(Saved data entries)
▼
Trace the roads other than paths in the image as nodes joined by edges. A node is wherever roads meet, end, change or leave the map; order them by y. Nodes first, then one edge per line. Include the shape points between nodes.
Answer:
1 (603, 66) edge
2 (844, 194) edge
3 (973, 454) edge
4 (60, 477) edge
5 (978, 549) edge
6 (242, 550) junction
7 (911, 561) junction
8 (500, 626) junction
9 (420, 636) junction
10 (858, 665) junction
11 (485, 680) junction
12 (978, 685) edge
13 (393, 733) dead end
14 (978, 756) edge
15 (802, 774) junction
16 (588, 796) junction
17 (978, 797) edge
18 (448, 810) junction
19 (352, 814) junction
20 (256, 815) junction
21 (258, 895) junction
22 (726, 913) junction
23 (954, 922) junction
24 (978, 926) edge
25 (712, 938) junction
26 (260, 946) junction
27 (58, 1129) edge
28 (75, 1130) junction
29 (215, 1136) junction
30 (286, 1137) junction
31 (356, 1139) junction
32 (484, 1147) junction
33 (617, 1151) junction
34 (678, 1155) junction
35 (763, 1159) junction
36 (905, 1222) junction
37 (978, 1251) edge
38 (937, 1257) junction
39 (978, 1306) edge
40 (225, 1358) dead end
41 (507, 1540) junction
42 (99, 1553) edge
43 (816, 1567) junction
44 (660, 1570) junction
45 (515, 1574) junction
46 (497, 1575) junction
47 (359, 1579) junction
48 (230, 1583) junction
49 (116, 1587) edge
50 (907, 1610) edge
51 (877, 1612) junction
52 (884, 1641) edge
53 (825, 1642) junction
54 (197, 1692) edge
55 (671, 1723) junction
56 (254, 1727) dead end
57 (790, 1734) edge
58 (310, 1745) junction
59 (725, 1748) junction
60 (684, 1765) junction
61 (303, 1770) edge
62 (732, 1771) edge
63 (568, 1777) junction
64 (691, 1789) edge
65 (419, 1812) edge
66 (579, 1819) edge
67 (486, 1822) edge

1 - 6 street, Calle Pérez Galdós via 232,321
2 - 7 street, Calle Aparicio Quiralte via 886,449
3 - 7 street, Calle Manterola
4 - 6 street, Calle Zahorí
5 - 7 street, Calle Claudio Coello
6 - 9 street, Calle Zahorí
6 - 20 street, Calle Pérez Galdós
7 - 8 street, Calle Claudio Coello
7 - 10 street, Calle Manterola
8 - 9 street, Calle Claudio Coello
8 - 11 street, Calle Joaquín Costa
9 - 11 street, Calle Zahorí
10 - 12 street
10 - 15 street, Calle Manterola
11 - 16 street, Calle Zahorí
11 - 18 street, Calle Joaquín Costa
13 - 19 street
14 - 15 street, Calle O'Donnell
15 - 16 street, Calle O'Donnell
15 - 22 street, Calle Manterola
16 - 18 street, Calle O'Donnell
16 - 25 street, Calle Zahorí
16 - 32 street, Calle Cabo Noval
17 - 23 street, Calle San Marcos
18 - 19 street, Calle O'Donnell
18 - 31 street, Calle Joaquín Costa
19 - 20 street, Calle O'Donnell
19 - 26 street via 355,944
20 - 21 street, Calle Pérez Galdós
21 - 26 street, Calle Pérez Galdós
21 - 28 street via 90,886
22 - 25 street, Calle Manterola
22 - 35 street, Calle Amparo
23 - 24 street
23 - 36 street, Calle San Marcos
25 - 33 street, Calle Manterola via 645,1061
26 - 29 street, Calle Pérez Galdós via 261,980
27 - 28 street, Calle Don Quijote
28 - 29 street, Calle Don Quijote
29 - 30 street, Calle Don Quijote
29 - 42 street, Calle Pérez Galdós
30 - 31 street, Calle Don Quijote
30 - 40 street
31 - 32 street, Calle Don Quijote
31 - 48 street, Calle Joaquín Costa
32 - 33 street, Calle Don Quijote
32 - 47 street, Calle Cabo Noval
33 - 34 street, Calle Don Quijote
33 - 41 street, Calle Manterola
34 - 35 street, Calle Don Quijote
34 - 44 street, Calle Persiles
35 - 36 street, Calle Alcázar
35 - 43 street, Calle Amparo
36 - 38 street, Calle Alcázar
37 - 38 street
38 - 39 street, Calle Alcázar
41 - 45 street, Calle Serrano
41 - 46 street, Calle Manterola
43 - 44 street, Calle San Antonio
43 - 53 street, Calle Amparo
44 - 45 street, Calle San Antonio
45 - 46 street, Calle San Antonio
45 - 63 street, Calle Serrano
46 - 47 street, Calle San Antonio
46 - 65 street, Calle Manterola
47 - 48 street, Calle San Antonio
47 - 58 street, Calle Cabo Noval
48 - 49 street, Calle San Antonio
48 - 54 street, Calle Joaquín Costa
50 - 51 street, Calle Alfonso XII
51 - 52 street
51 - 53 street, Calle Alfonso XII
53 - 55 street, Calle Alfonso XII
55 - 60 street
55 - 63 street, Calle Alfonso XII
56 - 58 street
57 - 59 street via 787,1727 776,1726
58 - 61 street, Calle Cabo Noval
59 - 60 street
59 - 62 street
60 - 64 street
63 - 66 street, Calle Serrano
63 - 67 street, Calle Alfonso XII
▲
In the records above, find each line with the word "Marcos" and copy it.

_Your response_.
17 - 23 street, Calle San Marcos
23 - 36 street, Calle San Marcos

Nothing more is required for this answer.